GIVEN ENTRIES:
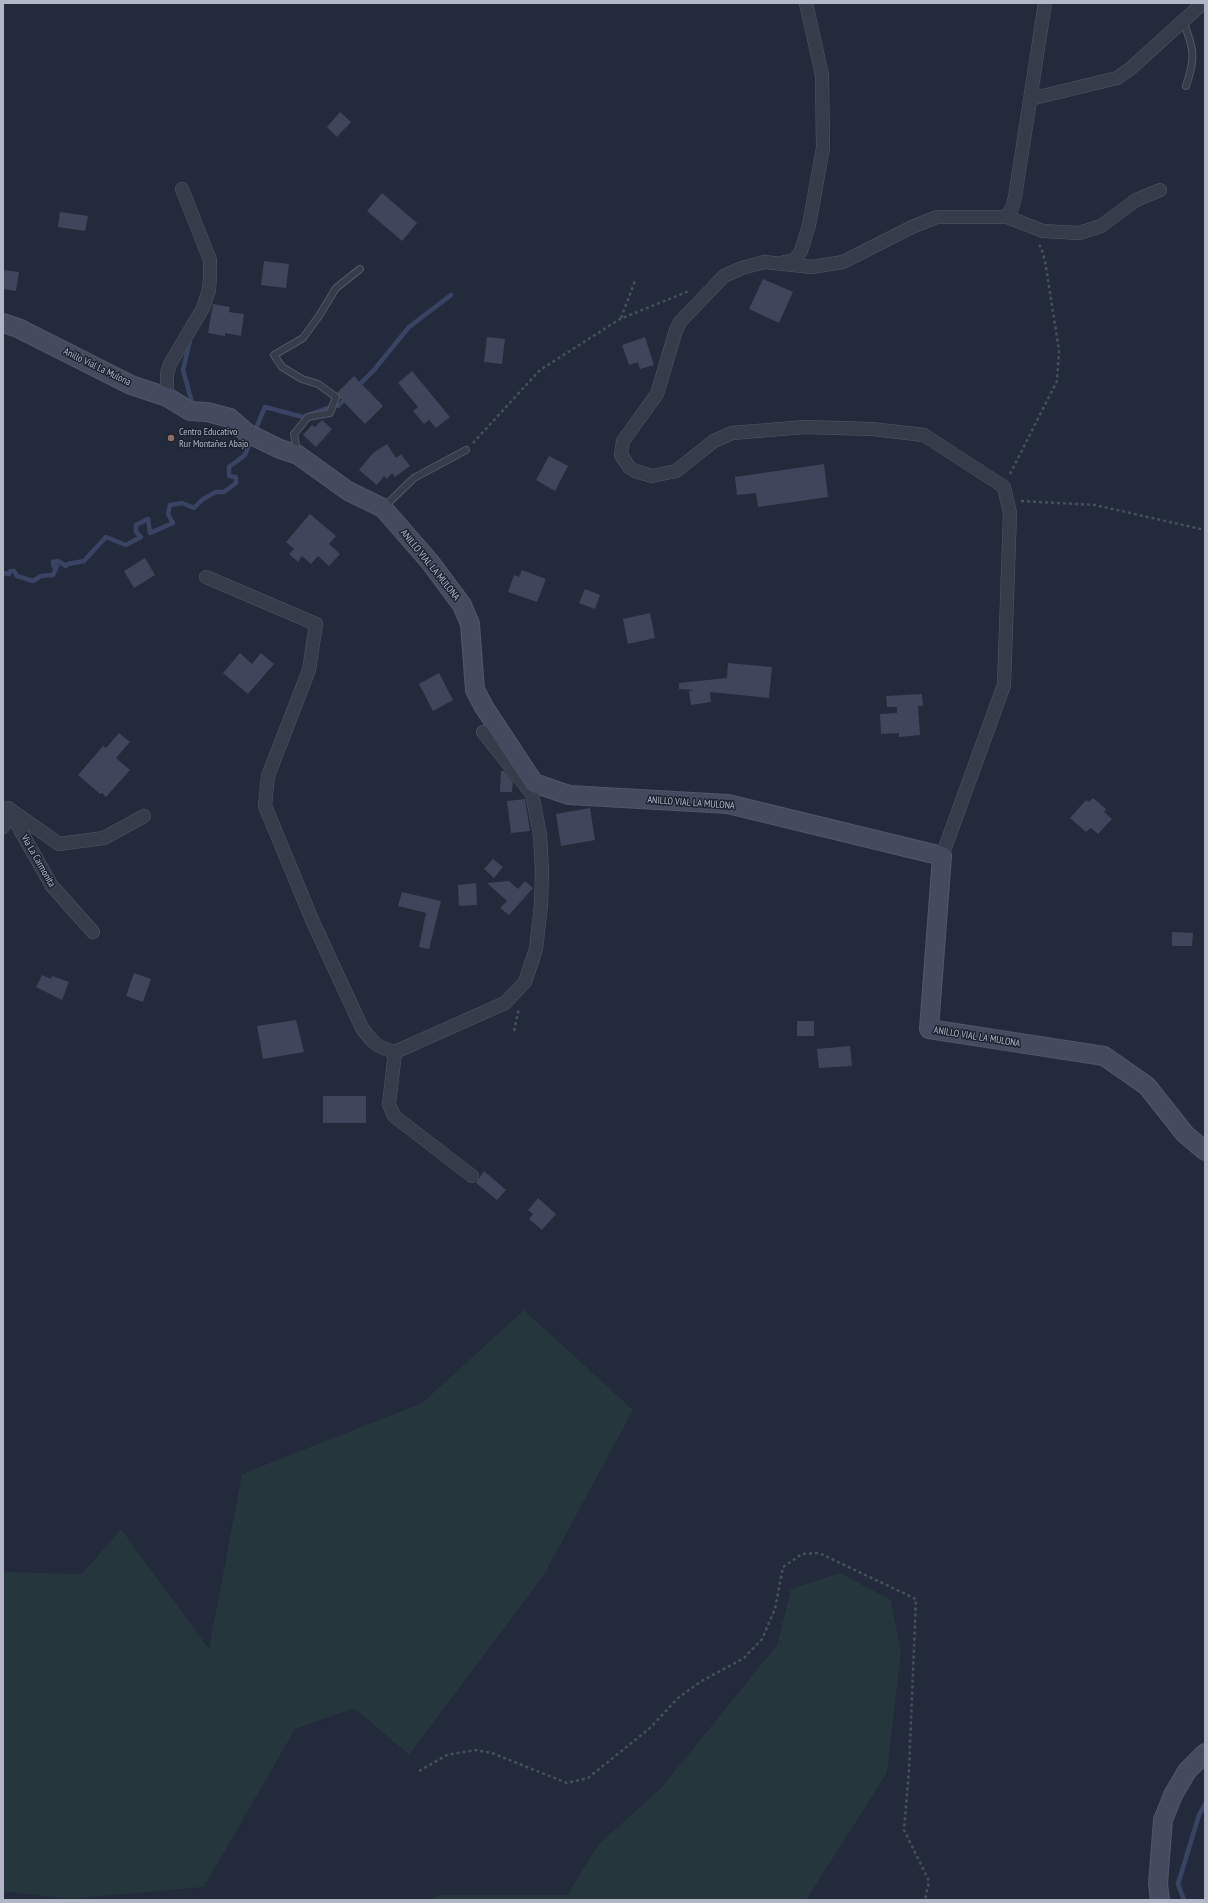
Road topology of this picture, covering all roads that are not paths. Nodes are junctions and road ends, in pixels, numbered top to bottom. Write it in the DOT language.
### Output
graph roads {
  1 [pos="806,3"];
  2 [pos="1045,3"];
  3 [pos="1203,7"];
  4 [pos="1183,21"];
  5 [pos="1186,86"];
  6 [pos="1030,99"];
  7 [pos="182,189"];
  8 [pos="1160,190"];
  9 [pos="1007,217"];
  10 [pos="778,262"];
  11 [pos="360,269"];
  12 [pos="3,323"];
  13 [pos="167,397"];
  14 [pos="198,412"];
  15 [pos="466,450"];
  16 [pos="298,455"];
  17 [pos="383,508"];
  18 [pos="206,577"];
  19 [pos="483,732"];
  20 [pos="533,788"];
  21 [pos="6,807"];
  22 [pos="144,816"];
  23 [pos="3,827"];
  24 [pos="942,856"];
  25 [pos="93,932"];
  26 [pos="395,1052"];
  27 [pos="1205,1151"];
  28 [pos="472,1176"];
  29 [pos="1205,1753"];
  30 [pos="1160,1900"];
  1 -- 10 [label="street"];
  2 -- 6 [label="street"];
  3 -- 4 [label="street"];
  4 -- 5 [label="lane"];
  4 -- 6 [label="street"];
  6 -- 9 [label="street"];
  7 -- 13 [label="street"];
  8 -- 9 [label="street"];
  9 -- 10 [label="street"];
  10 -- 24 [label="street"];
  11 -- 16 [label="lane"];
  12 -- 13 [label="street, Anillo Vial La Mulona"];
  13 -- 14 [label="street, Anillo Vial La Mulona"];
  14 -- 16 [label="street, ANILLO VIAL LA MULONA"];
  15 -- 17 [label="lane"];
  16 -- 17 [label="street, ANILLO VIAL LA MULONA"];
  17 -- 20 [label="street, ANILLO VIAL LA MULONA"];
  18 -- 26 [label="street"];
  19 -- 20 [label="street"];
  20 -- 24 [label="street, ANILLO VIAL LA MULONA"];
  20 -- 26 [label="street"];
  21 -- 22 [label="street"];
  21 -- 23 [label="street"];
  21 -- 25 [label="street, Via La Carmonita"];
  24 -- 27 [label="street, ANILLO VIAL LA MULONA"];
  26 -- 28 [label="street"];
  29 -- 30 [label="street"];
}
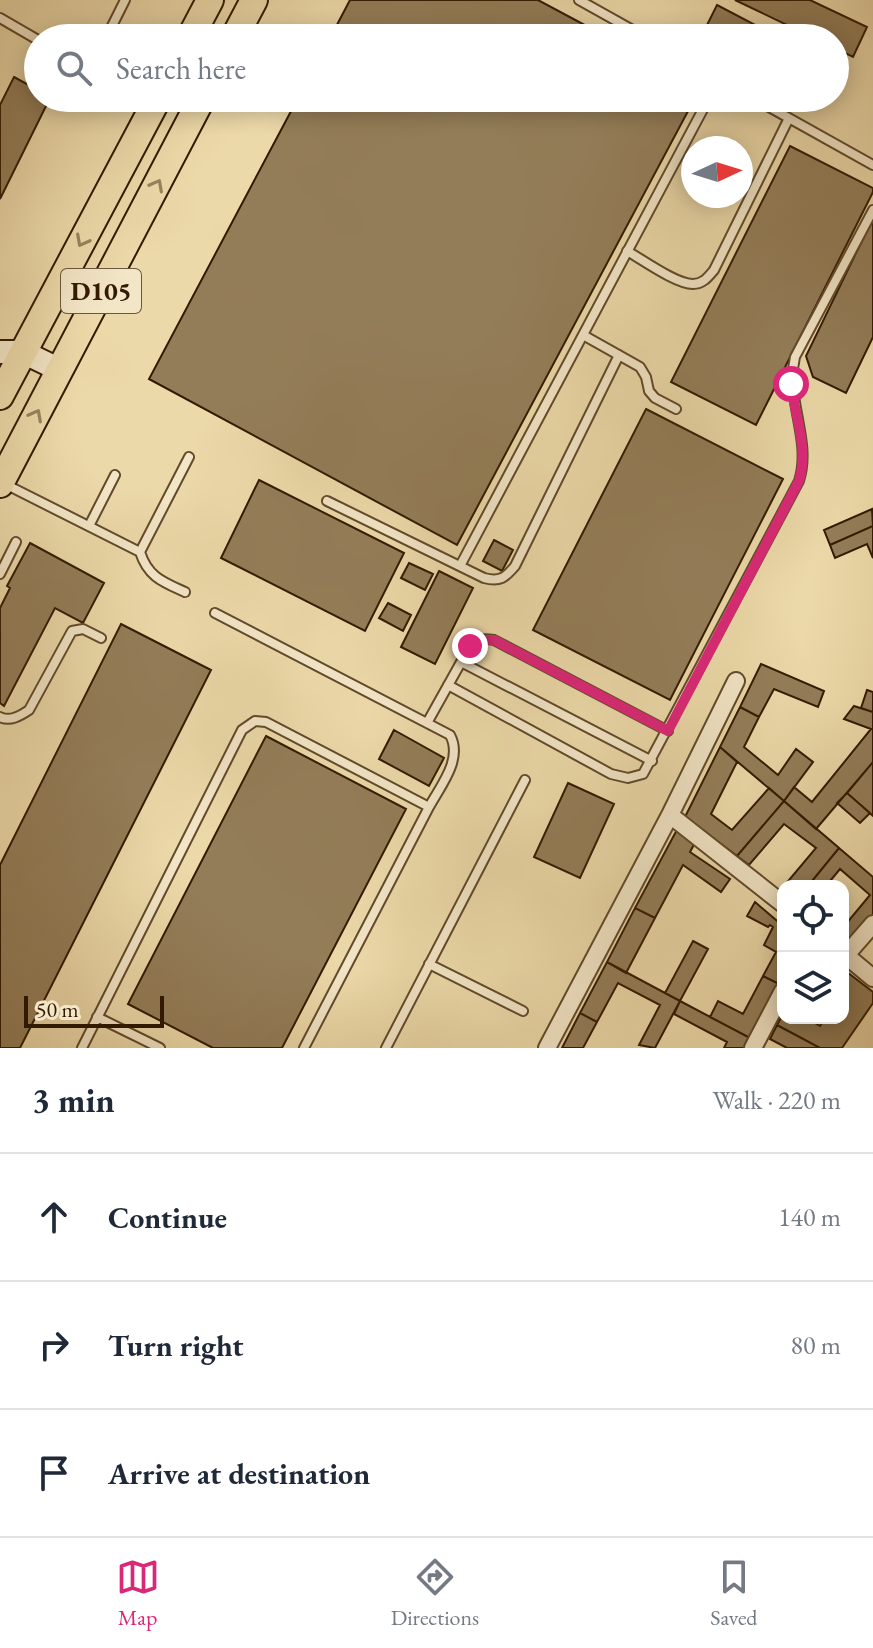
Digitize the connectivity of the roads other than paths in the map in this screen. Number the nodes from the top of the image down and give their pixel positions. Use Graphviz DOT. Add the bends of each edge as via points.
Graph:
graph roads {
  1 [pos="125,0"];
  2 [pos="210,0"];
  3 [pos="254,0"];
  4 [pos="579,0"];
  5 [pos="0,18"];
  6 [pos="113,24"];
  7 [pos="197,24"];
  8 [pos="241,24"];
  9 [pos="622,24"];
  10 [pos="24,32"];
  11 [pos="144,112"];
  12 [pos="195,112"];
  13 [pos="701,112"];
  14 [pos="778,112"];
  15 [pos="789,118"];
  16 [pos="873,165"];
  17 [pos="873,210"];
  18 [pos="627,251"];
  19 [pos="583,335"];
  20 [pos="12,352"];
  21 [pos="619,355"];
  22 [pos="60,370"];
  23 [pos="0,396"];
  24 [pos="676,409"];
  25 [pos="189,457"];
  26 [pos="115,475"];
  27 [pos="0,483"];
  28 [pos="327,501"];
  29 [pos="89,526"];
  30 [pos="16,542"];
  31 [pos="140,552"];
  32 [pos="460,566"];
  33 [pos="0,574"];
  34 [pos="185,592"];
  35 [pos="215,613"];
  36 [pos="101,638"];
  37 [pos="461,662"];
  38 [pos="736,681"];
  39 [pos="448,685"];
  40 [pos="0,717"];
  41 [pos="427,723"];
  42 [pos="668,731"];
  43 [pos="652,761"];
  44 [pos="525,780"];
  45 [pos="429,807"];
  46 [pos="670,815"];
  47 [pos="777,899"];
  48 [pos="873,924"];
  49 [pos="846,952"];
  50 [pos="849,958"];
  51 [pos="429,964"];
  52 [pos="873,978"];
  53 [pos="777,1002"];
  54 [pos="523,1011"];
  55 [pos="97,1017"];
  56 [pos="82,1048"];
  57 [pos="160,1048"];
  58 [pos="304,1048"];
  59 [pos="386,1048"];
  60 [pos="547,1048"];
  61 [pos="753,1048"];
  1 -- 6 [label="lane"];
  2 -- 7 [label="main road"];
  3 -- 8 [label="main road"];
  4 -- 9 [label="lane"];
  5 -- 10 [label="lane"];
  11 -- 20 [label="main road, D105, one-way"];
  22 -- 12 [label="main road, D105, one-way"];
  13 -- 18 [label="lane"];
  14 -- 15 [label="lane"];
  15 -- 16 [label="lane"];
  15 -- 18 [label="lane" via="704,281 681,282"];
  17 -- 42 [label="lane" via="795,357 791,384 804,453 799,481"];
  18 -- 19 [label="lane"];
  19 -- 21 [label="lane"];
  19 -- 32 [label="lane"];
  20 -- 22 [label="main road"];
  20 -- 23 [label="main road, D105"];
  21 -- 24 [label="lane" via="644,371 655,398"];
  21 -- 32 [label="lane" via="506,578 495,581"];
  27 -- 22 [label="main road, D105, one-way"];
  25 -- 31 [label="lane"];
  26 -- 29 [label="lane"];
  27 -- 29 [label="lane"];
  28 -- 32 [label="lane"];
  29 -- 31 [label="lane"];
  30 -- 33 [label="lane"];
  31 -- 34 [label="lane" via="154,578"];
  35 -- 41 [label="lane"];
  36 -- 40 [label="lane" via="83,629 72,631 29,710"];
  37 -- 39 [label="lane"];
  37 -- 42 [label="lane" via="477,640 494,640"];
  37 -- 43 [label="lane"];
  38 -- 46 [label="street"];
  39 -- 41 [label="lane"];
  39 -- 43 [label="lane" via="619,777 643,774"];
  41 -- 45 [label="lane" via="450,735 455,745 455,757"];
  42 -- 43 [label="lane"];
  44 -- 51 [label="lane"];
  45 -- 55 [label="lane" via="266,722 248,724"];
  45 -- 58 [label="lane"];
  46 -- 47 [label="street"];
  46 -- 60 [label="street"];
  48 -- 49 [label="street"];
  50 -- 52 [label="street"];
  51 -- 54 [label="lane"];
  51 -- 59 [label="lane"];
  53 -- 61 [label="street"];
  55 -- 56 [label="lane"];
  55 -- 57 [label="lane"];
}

TASK GOAL: With the pictures removed, return all the entries exactly.

OUTPUT:
Road topology of this picture, covering all roads that are not paths. Nodes are junctions and road ends, in pixels, numbered top to bottom. Write it in the DOT language.
### Output
graph roads {
  1 [pos="806,3"];
  2 [pos="1045,3"];
  3 [pos="1203,7"];
  4 [pos="1183,21"];
  5 [pos="1186,86"];
  6 [pos="1030,99"];
  7 [pos="182,189"];
  8 [pos="1160,190"];
  9 [pos="1007,217"];
  10 [pos="778,262"];
  11 [pos="360,269"];
  12 [pos="3,323"];
  13 [pos="167,397"];
  14 [pos="198,412"];
  15 [pos="466,450"];
  16 [pos="298,455"];
  17 [pos="383,508"];
  18 [pos="206,577"];
  19 [pos="483,732"];
  20 [pos="533,788"];
  21 [pos="6,807"];
  22 [pos="144,816"];
  23 [pos="3,827"];
  24 [pos="942,856"];
  25 [pos="93,932"];
  26 [pos="395,1052"];
  27 [pos="1205,1151"];
  28 [pos="472,1176"];
  29 [pos="1205,1753"];
  30 [pos="1160,1900"];
  1 -- 10 [label="street"];
  2 -- 6 [label="street"];
  3 -- 4 [label="street"];
  4 -- 5 [label="lane"];
  4 -- 6 [label="street"];
  6 -- 9 [label="street"];
  7 -- 13 [label="street"];
  8 -- 9 [label="street"];
  9 -- 10 [label="street"];
  10 -- 24 [label="street"];
  11 -- 16 [label="lane"];
  12 -- 13 [label="street, Anillo Vial La Mulona"];
  13 -- 14 [label="street, Anillo Vial La Mulona"];
  14 -- 16 [label="street, ANILLO VIAL LA MULONA"];
  15 -- 17 [label="lane"];
  16 -- 17 [label="street, ANILLO VIAL LA MULONA"];
  17 -- 20 [label="street, ANILLO VIAL LA MULONA"];
  18 -- 26 [label="street"];
  19 -- 20 [label="street"];
  20 -- 24 [label="street, ANILLO VIAL LA MULONA"];
  20 -- 26 [label="street"];
  21 -- 22 [label="street"];
  21 -- 23 [label="street"];
  21 -- 25 [label="street, Via La Carmonita"];
  24 -- 27 [label="street, ANILLO VIAL LA MULONA"];
  26 -- 28 [label="street"];
  29 -- 30 [label="street"];
}
Digitize the connectivity of the roads other than paths in the map in this screen. Number the nodes from the top of the image down and give their pixel positions. Use Graphviz DOT. Add the bends of each edge as via points.
Graph:
graph roads {
  1 [pos="125,0"];
  2 [pos="210,0"];
  3 [pos="254,0"];
  4 [pos="579,0"];
  5 [pos="0,18"];
  6 [pos="113,24"];
  7 [pos="197,24"];
  8 [pos="241,24"];
  9 [pos="622,24"];
  10 [pos="24,32"];
  11 [pos="144,112"];
  12 [pos="195,112"];
  13 [pos="701,112"];
  14 [pos="778,112"];
  15 [pos="789,118"];
  16 [pos="873,165"];
  17 [pos="873,210"];
  18 [pos="627,251"];
  19 [pos="583,335"];
  20 [pos="12,352"];
  21 [pos="619,355"];
  22 [pos="60,370"];
  23 [pos="0,396"];
  24 [pos="676,409"];
  25 [pos="189,457"];
  26 [pos="115,475"];
  27 [pos="0,483"];
  28 [pos="327,501"];
  29 [pos="89,526"];
  30 [pos="16,542"];
  31 [pos="140,552"];
  32 [pos="460,566"];
  33 [pos="0,574"];
  34 [pos="185,592"];
  35 [pos="215,613"];
  36 [pos="101,638"];
  37 [pos="461,662"];
  38 [pos="736,681"];
  39 [pos="448,685"];
  40 [pos="0,717"];
  41 [pos="427,723"];
  42 [pos="668,731"];
  43 [pos="652,761"];
  44 [pos="525,780"];
  45 [pos="429,807"];
  46 [pos="670,815"];
  47 [pos="777,899"];
  48 [pos="873,924"];
  49 [pos="846,952"];
  50 [pos="849,958"];
  51 [pos="429,964"];
  52 [pos="873,978"];
  53 [pos="777,1002"];
  54 [pos="523,1011"];
  55 [pos="97,1017"];
  56 [pos="82,1048"];
  57 [pos="160,1048"];
  58 [pos="304,1048"];
  59 [pos="386,1048"];
  60 [pos="547,1048"];
  61 [pos="753,1048"];
  1 -- 6 [label="lane"];
  2 -- 7 [label="main road"];
  3 -- 8 [label="main road"];
  4 -- 9 [label="lane"];
  5 -- 10 [label="lane"];
  11 -- 20 [label="main road, D105, one-way"];
  22 -- 12 [label="main road, D105, one-way"];
  13 -- 18 [label="lane"];
  14 -- 15 [label="lane"];
  15 -- 16 [label="lane"];
  15 -- 18 [label="lane" via="704,281 681,282"];
  17 -- 42 [label="lane" via="795,357 791,384 804,453 799,481"];
  18 -- 19 [label="lane"];
  19 -- 21 [label="lane"];
  19 -- 32 [label="lane"];
  20 -- 22 [label="main road"];
  20 -- 23 [label="main road, D105"];
  21 -- 24 [label="lane" via="644,371 655,398"];
  21 -- 32 [label="lane" via="506,578 495,581"];
  27 -- 22 [label="main road, D105, one-way"];
  25 -- 31 [label="lane"];
  26 -- 29 [label="lane"];
  27 -- 29 [label="lane"];
  28 -- 32 [label="lane"];
  29 -- 31 [label="lane"];
  30 -- 33 [label="lane"];
  31 -- 34 [label="lane" via="154,578"];
  35 -- 41 [label="lane"];
  36 -- 40 [label="lane" via="83,629 72,631 29,710"];
  37 -- 39 [label="lane"];
  37 -- 42 [label="lane" via="477,640 494,640"];
  37 -- 43 [label="lane"];
  38 -- 46 [label="street"];
  39 -- 41 [label="lane"];
  39 -- 43 [label="lane" via="619,777 643,774"];
  41 -- 45 [label="lane" via="450,735 455,745 455,757"];
  42 -- 43 [label="lane"];
  44 -- 51 [label="lane"];
  45 -- 55 [label="lane" via="266,722 248,724"];
  45 -- 58 [label="lane"];
  46 -- 47 [label="street"];
  46 -- 60 [label="street"];
  48 -- 49 [label="street"];
  50 -- 52 [label="street"];
  51 -- 54 [label="lane"];
  51 -- 59 [label="lane"];
  53 -- 61 [label="street"];
  55 -- 56 [label="lane"];
  55 -- 57 [label="lane"];
}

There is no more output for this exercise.